03/05/24
Look to the East, Look to the West, el nuevo álbum de Camera Obscura, es una revelación. El grupo liderado por Tracyanne Campbell, que se ha reunido con el productor Jari Haapalainen (Let’s Get Out of This Country, My Maudlin Career), ha creado un álbum que recuerda simultáneamente por qué los fans de siempre los han amado ferozmente durante décadas, al mismo tiempo que es su trabajo más sofisticado hasta la fecha.
También es el álbum más difícil en la carrera de Camera Obscura. Tras el fallecimiento en 2015 de la teclista fundadora y amiga Carey Lander (a quien está dedicada la penúltima canción “Sugar Almond”), la banda entró en un hiato prolongado. Se mantuvieron en contacto, pero su estado fue incierto hasta que anunciaron su regreso, tras ser invitados a actuar como parte del festival de cruceros Boaty Weekender de Belle & Sebastian en 2019, junto con un par de conciertos de calentamiento con entradas agotadas en Glasgow. Donna Maciocia (teclados y voz) se unió a los miembros fundadores Kenny McKeeve (guitarra y voz), Gavin Dunbar (bajo) y Lee Thomson (batería y percusión) para esos conciertos y desde entonces se ha convertido en una colaboradora habitual de Campbell en la composición de canciones.

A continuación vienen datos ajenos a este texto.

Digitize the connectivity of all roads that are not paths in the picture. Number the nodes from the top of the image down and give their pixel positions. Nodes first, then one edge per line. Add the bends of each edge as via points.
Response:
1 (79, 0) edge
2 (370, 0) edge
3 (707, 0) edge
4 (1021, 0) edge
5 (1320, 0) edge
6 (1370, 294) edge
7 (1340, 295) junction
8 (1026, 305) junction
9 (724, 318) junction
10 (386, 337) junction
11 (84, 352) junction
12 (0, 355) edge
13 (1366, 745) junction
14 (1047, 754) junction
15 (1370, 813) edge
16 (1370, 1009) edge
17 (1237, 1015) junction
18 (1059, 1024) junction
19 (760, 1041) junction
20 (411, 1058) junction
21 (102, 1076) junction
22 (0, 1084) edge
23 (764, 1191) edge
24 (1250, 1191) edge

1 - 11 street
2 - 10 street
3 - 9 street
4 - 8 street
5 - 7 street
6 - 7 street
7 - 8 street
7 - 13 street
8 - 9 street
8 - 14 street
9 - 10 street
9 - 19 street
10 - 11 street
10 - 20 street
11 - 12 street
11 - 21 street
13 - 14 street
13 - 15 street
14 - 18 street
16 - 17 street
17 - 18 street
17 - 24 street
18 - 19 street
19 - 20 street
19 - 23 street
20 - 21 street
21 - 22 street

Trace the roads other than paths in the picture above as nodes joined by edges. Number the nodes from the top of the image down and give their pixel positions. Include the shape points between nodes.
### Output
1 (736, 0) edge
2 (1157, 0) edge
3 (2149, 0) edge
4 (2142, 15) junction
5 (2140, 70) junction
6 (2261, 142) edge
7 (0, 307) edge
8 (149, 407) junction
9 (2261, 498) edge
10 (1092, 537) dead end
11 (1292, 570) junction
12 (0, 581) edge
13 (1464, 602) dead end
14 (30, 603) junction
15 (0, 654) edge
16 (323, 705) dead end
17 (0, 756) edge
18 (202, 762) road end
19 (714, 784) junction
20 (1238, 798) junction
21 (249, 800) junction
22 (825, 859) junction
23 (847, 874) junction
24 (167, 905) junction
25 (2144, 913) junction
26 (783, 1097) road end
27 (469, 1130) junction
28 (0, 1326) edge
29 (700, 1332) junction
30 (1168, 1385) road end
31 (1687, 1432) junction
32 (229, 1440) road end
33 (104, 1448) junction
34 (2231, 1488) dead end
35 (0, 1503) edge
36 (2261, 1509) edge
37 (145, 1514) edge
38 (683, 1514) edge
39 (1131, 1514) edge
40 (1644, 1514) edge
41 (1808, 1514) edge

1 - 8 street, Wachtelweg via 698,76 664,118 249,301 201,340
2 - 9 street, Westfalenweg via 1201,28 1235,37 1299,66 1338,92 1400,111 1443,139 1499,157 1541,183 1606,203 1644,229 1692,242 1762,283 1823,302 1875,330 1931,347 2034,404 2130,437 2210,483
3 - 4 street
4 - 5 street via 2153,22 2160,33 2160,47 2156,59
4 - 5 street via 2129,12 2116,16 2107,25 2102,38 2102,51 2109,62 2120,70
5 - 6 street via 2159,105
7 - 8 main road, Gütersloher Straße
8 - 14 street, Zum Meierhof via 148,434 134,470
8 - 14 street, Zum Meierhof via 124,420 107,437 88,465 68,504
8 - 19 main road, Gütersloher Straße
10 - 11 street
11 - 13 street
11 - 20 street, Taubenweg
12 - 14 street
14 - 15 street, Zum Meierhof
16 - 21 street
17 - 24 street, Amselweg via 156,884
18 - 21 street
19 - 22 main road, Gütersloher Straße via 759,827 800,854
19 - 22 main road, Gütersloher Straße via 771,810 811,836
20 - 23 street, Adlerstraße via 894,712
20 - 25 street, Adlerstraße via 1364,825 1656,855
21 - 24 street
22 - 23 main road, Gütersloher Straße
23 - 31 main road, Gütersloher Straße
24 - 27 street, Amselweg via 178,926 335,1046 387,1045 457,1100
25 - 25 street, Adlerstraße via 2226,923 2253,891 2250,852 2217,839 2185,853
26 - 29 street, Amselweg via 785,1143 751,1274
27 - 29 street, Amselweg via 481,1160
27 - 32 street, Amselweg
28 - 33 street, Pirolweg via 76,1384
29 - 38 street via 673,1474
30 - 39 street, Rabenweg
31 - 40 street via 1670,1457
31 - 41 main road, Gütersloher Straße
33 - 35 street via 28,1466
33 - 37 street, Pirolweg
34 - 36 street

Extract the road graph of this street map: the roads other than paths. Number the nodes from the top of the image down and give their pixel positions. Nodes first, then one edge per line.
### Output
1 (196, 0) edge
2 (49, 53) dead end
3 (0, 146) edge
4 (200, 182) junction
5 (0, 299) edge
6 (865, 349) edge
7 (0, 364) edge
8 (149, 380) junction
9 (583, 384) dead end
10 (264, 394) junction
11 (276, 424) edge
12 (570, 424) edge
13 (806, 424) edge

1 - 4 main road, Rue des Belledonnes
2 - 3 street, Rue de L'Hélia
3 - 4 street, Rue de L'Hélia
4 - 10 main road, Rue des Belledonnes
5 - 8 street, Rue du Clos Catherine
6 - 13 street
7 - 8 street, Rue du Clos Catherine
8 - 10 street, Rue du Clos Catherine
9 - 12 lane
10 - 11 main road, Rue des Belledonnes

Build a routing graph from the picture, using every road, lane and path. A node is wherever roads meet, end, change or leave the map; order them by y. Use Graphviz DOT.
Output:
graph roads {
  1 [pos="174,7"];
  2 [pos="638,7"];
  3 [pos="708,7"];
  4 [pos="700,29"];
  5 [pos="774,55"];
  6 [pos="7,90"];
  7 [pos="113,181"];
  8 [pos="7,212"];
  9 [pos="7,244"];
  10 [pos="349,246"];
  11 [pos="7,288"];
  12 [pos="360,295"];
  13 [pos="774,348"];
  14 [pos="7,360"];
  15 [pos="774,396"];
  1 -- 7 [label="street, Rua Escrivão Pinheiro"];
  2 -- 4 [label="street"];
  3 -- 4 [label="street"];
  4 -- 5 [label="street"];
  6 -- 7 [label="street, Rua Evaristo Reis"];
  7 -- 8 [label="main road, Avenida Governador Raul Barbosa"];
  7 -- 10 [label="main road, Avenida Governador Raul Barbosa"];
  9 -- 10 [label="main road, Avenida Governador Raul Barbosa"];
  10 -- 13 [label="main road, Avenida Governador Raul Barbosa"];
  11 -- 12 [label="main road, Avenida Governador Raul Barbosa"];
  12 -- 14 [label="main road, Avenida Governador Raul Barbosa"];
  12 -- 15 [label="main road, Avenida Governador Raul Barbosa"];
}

Grabado en la misma sala donde Queen escribió “Bohemian Rhapsody”, Look to the East, Look to the West se siente grande, una reformulación de sonido de Camera Obscura en pantalla ancha que, paradójicamente, llevó a la banda a volver a lo básico: no hay arreglos de cuerda ni de viento, con más énfasis en el piano, los sintetizadores, el órgano Hammond y las cajas de ritmos, y, quizás lo más sorprendente, el grupo ha quitado el velo de reverberación que caracterizaba sus álbumes anteriores. Los toques de country y soul que dan al pop barroco de Camera Obscura su toque agridulce nunca han sido más evidentes: las guitarras brillan en la distancia, los teclados inquietan, y la voz de Campbell busca el corazón, reflexionando sobre el amor, la pérdida y el paso del tiempo.